Division algorithms in FPGA.

Digital signal processing involves many different operations. Although there are some algorithms with a high level of digitalization, they can be computed only with additions and shifts, others require specific hardware. For example, we need multiplicators to use an IIR filter, since the input and the output must be multiplied by the coefficients. Fortunately, microprocessors and FPGA includes multiplicators. We can find specific instructions in all processors architecture (ARM multiplicator, RISC-V mutiplicator), and also, in FPGA we can find a significant number of multipliers, that are essentially, hardware structures capable to perform multiplications, and generally, also additions.

That’s great! we can perform additions (also subtractions changing the sign of the operands), and multiplications, we can do everything!… or not? Lets go with an example. We have to implement an speed control for a DC motor. To read the speed of the motor, we have to read the signal of an encoder. The output of the encoder is a pulse train, so to calculate the speed, we can calculate the frequency of the pulses by measuring the time between positive edges. Frequency can be calculated as follows.

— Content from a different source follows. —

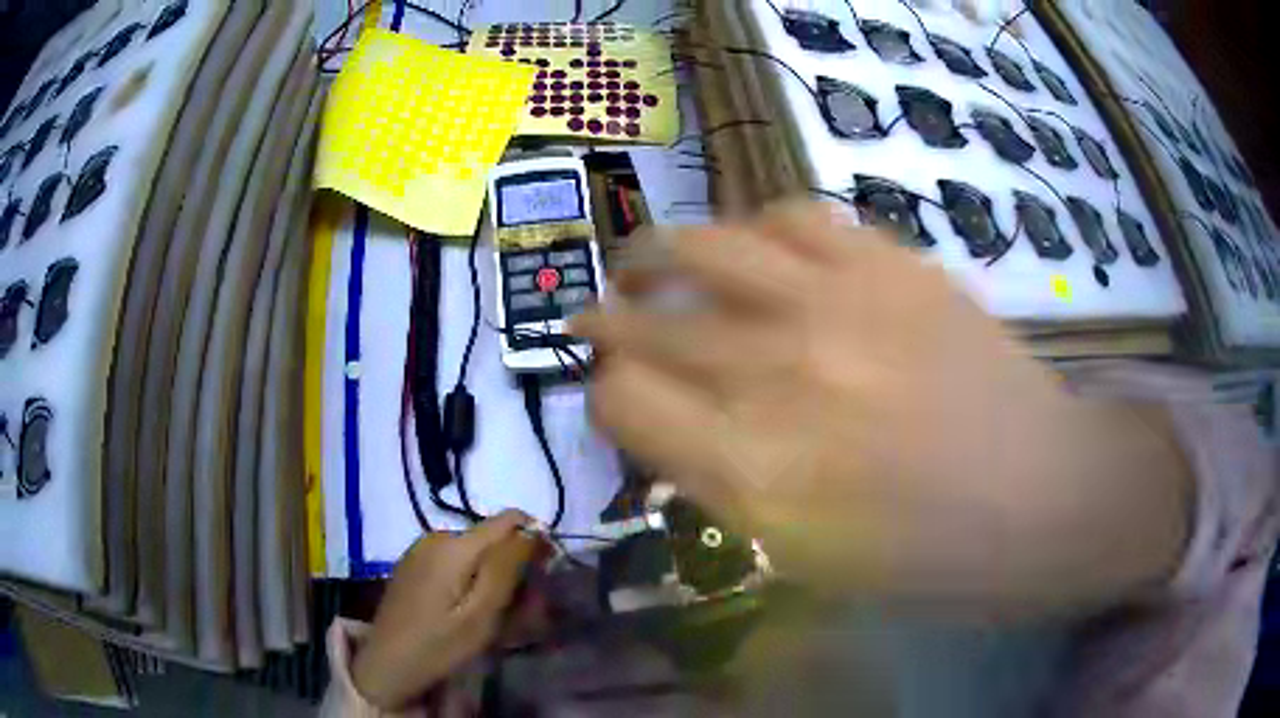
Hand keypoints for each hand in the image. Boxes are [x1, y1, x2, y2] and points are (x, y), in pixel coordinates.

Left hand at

$$f = \frac{1}{\delta t}$$

Then the result can be multiply by the amount of degrees between edges, which is a mechanical parameter, and then we can obtain the speed. Notice that, in this case, we have to perform a multiplication by a reciprocal of a variable, in other words, we have to perform a division. Since there is no specific hardware to perform a division, like we can find to perform additions and multiplications, that means that we have to develop an HDL code to implement an algorithm able to divide two numbers, so, lets go.

In order to perform a division in a digital system, exist some algorithms. In this post I will implement three of them that only involves digital operations like shifts and additions.

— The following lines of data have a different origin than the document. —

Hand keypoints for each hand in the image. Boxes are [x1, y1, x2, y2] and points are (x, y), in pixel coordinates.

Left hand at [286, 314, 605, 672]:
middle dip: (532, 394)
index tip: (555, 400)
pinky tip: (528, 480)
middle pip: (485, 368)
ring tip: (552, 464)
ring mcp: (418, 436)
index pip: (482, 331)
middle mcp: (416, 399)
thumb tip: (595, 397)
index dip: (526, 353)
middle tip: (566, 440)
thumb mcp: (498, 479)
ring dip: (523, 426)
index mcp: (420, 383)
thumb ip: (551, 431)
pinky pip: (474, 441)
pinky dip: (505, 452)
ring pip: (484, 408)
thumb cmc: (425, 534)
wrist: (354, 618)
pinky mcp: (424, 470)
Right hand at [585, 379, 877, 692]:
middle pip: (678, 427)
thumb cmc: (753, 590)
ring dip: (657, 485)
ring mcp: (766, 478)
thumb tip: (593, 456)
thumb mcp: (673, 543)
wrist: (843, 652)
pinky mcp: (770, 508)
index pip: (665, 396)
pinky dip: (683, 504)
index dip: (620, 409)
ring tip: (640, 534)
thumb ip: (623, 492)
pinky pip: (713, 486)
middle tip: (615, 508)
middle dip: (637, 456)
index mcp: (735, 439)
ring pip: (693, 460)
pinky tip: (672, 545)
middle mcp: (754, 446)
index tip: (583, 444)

First of all, we are going to remember how we can calculate the quotient of a division manually. If we have the operation 5160 divided by 4, as we learned in the school, first we have to find a number that multiplied by four will be near than the most significant digit of the numerator, but always have to be less, for example, a number multiplied by four that has a result near to five, but less than five is 1. Then, we have to calculate the difference between the result of that multiplication, and the digit of the dividend, in this case, one. Next, we will lower the next digit of the dividend, and repeat the operation. If the resulting number, after lower the next digit is less than four, then the number multiplied by the divisor will be zero. Finally, when all the digits of the numerator are used, we will obtain the quotient, and also the remainder.

Can we do the same with binary numbers? the answer is yes, and that algorithm is named long division. The process is the same as we did for decimal numbers, but this time, the only digits that we can add to the quotient are one and zero. If the value below the numerator is greater than the denominator, then we will add a one in the quotient, on the other hand, if the value is less than the denominator, we will add a zero in the quotient, and we have to lower the next value until the subtraction by the denominator will be positive.

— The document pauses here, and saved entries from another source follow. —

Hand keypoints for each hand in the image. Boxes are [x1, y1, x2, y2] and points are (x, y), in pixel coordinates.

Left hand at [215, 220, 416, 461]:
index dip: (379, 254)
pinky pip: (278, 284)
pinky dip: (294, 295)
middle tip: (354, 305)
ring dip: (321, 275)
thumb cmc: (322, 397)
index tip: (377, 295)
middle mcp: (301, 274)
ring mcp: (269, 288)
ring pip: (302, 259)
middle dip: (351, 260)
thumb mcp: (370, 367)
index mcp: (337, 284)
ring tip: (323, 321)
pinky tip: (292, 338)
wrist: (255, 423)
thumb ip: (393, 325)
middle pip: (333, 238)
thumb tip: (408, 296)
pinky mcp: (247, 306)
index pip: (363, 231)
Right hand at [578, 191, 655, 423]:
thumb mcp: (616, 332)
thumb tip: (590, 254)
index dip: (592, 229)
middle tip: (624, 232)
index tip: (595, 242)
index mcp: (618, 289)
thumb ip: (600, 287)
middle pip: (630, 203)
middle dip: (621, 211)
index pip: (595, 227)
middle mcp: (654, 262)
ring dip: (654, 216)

The translation of the long division algorithm to an HDL code can be found in the following code. The entire algorithm has been implemented using a finite state machine (FSM), with 4 states. The state zero is used to register the input values of the numerator and denominator. making this we will be tolerant to the top module could change the values in the middle of the process. Also, in this state we will ensure that the value of the denominator will be greater than zero. In other case, the algorithm will raise an error. Then, we start an iterative process of two states for each digit of the numerator. We need two states because there are 2 different operations to do with the temporal remainder, first we have to perform a left shift and add the next digit of the numerator, then we have to write in the same register the result of the subtraction. Finally, the algorithm I have implemented spend 2+2n clock cycles, being n he number of bits of the numerator.

case (div_status)
        2'd0: begin
          if (data_valid && (denominator != 0)) div_status <= 2'd1;
          else div_status <= 2'd0;
          
          numerator_reg <= numerator; 
          denominator_reg <=  denominator; 
          index <= inout_width-1;
          data_ready <= 1'b0;
          error_div0 <= (data_valid && (denominator == 0))? 1'b1: 1'b0;
          quotient_temp <= 0;
          remainder_temp <= 0;
        end
        2'd1: begin
          div_status <= 2'd2;

          remainder_temp <= {remainder_temp[(inout_width-2):0], numerator_reg[index]};
        end
        2'd2: begin
          if (index == 0) div_status <= 2'd3;
          else div_status <= 2'd1;

          if (remainder_temp >= denominator_reg) begin
            remainder_temp <= remainder_temp - denominator_reg;
            quotient_temp[index] <= 1'b1;            
          end

          index <= index - 1;
        end
        2'd3: begin
          div_status <= 2'd0;

          quotient <= quotient_temp;
          remainder <= remainder_temp;

          data_ready <= 1'b1;
        end

      endcase

The next algorithm I have implemented is restoring division. This algorithm is widely used because its simplicity. The algorithm is also iterative, and is based on the sign of the remainder, after the subtraction in the numerator is calculated, similar to the long division algorithm. The digits f the numerator are calculated one by one according the next iterative equation.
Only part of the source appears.